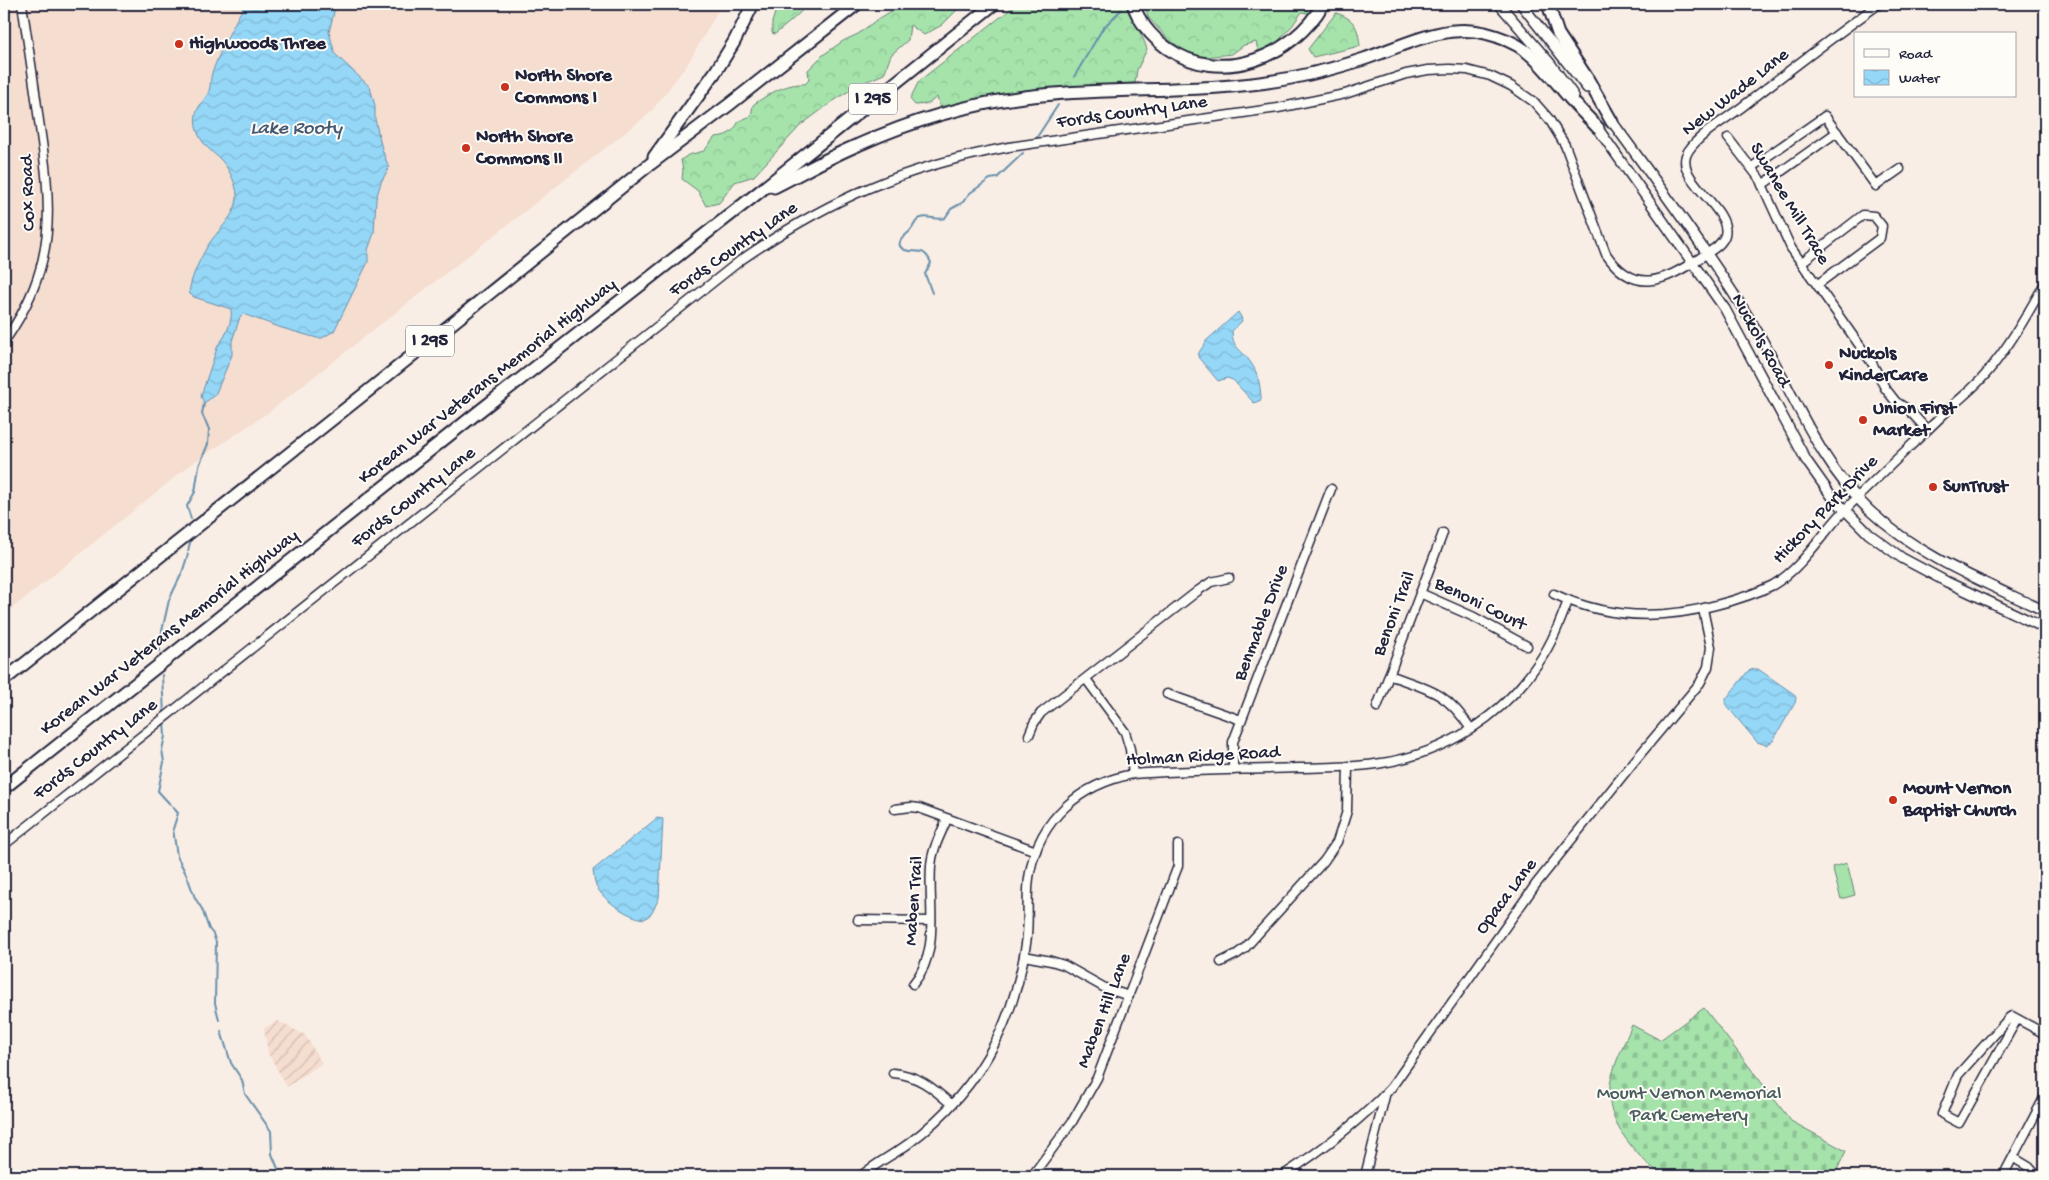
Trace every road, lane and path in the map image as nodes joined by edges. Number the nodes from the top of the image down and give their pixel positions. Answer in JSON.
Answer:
{"nodes":[{"id":1,"x":22,"y":4,"type":"edge"},
{"id":2,"x":753,"y":4,"type":"edge"},
{"id":3,"x":857,"y":4,"type":"edge"},
{"id":4,"x":994,"y":4,"type":"edge"},
{"id":5,"x":1133,"y":4,"type":"edge"},
{"id":6,"x":1323,"y":4,"type":"edge"},
{"id":7,"x":1499,"y":4,"type":"edge"},
{"id":8,"x":1521,"y":4,"type":"edge"},
{"id":9,"x":1548,"y":4,"type":"edge"},
{"id":10,"x":1879,"y":4,"type":"edge"},
{"id":11,"x":1612,"y":122,"type":"junction"},
{"id":12,"x":1598,"y":128,"type":"junction"},
{"id":13,"x":1837,"y":132,"type":"junction"},
{"id":14,"x":1728,"y":138,"type":"dead end"},
{"id":15,"x":649,"y":165,"type":"junction"},
{"id":16,"x":1752,"y":168,"type":"junction"},
{"id":17,"x":1900,"y":169,"type":"dead end"},
{"id":18,"x":1762,"y":185,"type":"junction"},
{"id":19,"x":754,"y":196,"type":"junction"},
{"id":20,"x":1706,"y":254,"type":"junction"},
{"id":21,"x":1693,"y":262,"type":"junction"},
{"id":22,"x":1802,"y":262,"type":"junction"},
{"id":23,"x":2045,"y":283,"type":"edge"},
{"id":24,"x":1818,"y":284,"type":"junction"},
{"id":25,"x":4,"y":342,"type":"edge"},
{"id":26,"x":1927,"y":430,"type":"junction"},
{"id":27,"x":1331,"y":489,"type":"dead end"},
{"id":28,"x":1857,"y":497,"type":"junction"},
{"id":29,"x":1845,"y":510,"type":"junction"},
{"id":30,"x":1443,"y":534,"type":"dead end"},
{"id":31,"x":1229,"y":578,"type":"dead end"},
{"id":32,"x":1420,"y":593,"type":"junction"},
{"id":33,"x":1554,"y":594,"type":"dead end"},
{"id":34,"x":1568,"y":601,"type":"junction"},
{"id":35,"x":1703,"y":609,"type":"junction"},
{"id":36,"x":2045,"y":611,"type":"edge"},
{"id":37,"x":2045,"y":628,"type":"edge"},
{"id":38,"x":1527,"y":646,"type":"dead end"},
{"id":39,"x":1389,"y":675,"type":"junction"},
{"id":40,"x":1086,"y":679,"type":"junction"},
{"id":41,"x":4,"y":680,"type":"edge"},
{"id":42,"x":1167,"y":694,"type":"dead end"},
{"id":43,"x":1377,"y":707,"type":"dead end"},
{"id":44,"x":1241,"y":720,"type":"junction"},
{"id":45,"x":1471,"y":729,"type":"junction"},
{"id":46,"x":1029,"y":735,"type":"dead end"},
{"id":47,"x":1348,"y":766,"type":"junction"},
{"id":48,"x":1233,"y":770,"type":"junction"},
{"id":49,"x":1133,"y":774,"type":"junction"},
{"id":50,"x":4,"y":788,"type":"edge"},
{"id":51,"x":895,"y":809,"type":"dead end"},
{"id":52,"x":947,"y":819,"type":"junction"},
{"id":53,"x":4,"y":844,"type":"edge"},
{"id":54,"x":1178,"y":845,"type":"dead end"},
{"id":55,"x":1036,"y":851,"type":"junction"},
{"id":56,"x":858,"y":920,"type":"dead end"},
{"id":57,"x":931,"y":921,"type":"junction"},
{"id":58,"x":1024,"y":956,"type":"junction"},
{"id":59,"x":1221,"y":962,"type":"dead end"},
{"id":60,"x":913,"y":984,"type":"dead end"},
{"id":61,"x":1130,"y":996,"type":"junction"},
{"id":62,"x":2017,"y":1019,"type":"junction"},
{"id":63,"x":2045,"y":1034,"type":"edge"},
{"id":64,"x":893,"y":1073,"type":"dead end"},
{"id":65,"x":1385,"y":1094,"type":"junction"},
{"id":66,"x":2045,"y":1096,"type":"edge"},
{"id":67,"x":951,"y":1104,"type":"junction"},
{"id":68,"x":2014,"y":1158,"type":"junction"},
{"id":69,"x":862,"y":1176,"type":"edge"},
{"id":70,"x":1032,"y":1176,"type":"edge"},
{"id":71,"x":1282,"y":1176,"type":"edge"},
{"id":72,"x":1365,"y":1176,"type":"edge"},
{"id":73,"x":2003,"y":1176,"type":"edge"},
{"id":74,"x":2037,"y":1176,"type":"edge"}],
"edges":[{"from":1,"to":25,"type":"street","name":"Cox Road"},
{"from":2,"to":15,"type":"highway"},
{"from":3,"to":15,"type":"highway","number":"I 295"},
{"from":4,"to":19,"type":"highway","name":"Korean War Veterans Memorial Highway","number":"I 295"},
{"from":5,"to":6,"type":"highway"},
{"from":7,"to":12,"type":"main road","name":"Nuckols Road"},
{"from":8,"to":11,"type":"main road","name":"Nuckols Road"},
{"from":9,"to":11,"type":"highway"},
{"from":10,"to":20,"type":"street","name":"New Wade Lane"},
{"from":11,"to":20,"type":"main road","name":"Nuckols Road"},
{"from":12,"to":19,"type":"highway"},
{"from":12,"to":21,"type":"main road","name":"Nuckols Road"},
{"from":13,"to":16,"type":"street"},
{"from":13,"to":17,"type":"street"},
{"from":13,"to":18,"type":"street"},
{"from":14,"to":16,"type":"street","name":"Swanee Mill Trace"},
{"from":15,"to":41,"type":"highway","number":"I 295"},
{"from":16,"to":18,"type":"street","name":"Swanee Mill Trace"},
{"from":18,"to":22,"type":"street","name":"Swanee Mill Trace"},
{"from":19,"to":50,"type":"highway","name":"Korean War Veterans Memorial Highway","number":"I 295"},
{"from":20,"to":21,"type":"street","name":"Fords Country Lane"},
{"from":20,"to":28,"type":"main road","name":"Nuckols Road"},
{"from":21,"to":29,"type":"main road","name":"Nuckols Road"},
{"from":21,"to":53,"type":"street","name":"Fords Country Lane"},
{"from":22,"to":24,"type":"street","name":"Swanee Mill Trace"},
{"from":22,"to":24,"type":"street"},
{"from":23,"to":26,"type":"street","name":"Hickory Park Drive"},
{"from":24,"to":26,"type":"street","name":"Swanee Mill Trace"},
{"from":26,"to":28,"type":"street","name":"Hickory Park Drive"},
{"from":27,"to":44,"type":"street","name":"Benmable Drive"},
{"from":28,"to":29,"type":"street","name":"Hickory Park Drive"},
{"from":28,"to":36,"type":"main road","name":"Nuckols Road"},
{"from":29,"to":35,"type":"street","name":"Hickory Park Drive"},
{"from":29,"to":37,"type":"main road","name":"Nuckols Road"},
{"from":30,"to":32,"type":"street","name":"Benoni Trail"},
{"from":31,"to":40,"type":"street"},
{"from":32,"to":38,"type":"street","name":"Benoni Court"},
{"from":32,"to":39,"type":"street","name":"Benoni Trail"},
{"from":33,"to":34,"type":"street","name":"Hickory Park Drive"},
{"from":34,"to":35,"type":"street","name":"Hickory Park Drive"},
{"from":34,"to":45,"type":"street","name":"Holman Ridge Road"},
{"from":35,"to":65,"type":"street","name":"Opaca Lane"},
{"from":39,"to":43,"type":"street","name":"Benoni Trail"},
{"from":39,"to":45,"type":"street"},
{"from":40,"to":46,"type":"street"},
{"from":40,"to":49,"type":"street"},
{"from":42,"to":44,"type":"street"},
{"from":44,"to":48,"type":"street","name":"Benmable Drive"},
{"from":45,"to":47,"type":"street","name":"Holman Ridge Road"},
{"from":47,"to":48,"type":"street","name":"Holman Ridge Road"},
{"from":47,"to":59,"type":"street"},
{"from":48,"to":49,"type":"street","name":"Holman Ridge Road"},
{"from":49,"to":55,"type":"street","name":"Holman Ridge Road"},
{"from":51,"to":52,"type":"street"},
{"from":52,"to":55,"type":"street"},
{"from":52,"to":57,"type":"street","name":"Maben Trail"},
{"from":54,"to":61,"type":"street","name":"Maben Hill Lane"},
{"from":55,"to":58,"type":"street","name":"Holman Ridge Road"},
{"from":56,"to":57,"type":"street"},
{"from":57,"to":60,"type":"street","name":"Maben Trail"},
{"from":58,"to":61,"type":"street"},
{"from":58,"to":67,"type":"street","name":"Holman Ridge Road"},
{"from":61,"to":70,"type":"street","name":"Maben Hill Lane"},
{"from":62,"to":62,"type":"street"},
{"from":62,"to":63,"type":"street"},
{"from":64,"to":67,"type":"street"},
{"from":65,"to":71,"type":"street","name":"Opaca Lane"},
{"from":65,"to":72,"type":"street"},
{"from":66,"to":68,"type":"street"},
{"from":67,"to":69,"type":"street","name":"Holman Ridge Road"},
{"from":68,"to":73,"type":"street"},
{"from":68,"to":74,"type":"street"}]}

★ ★ ★ ★ ★

### EXERCISE OBJECTIVE
Look through the data above for lines holding the word "edges". State how many there are and nothing else.

### YOUR SOLUTION
2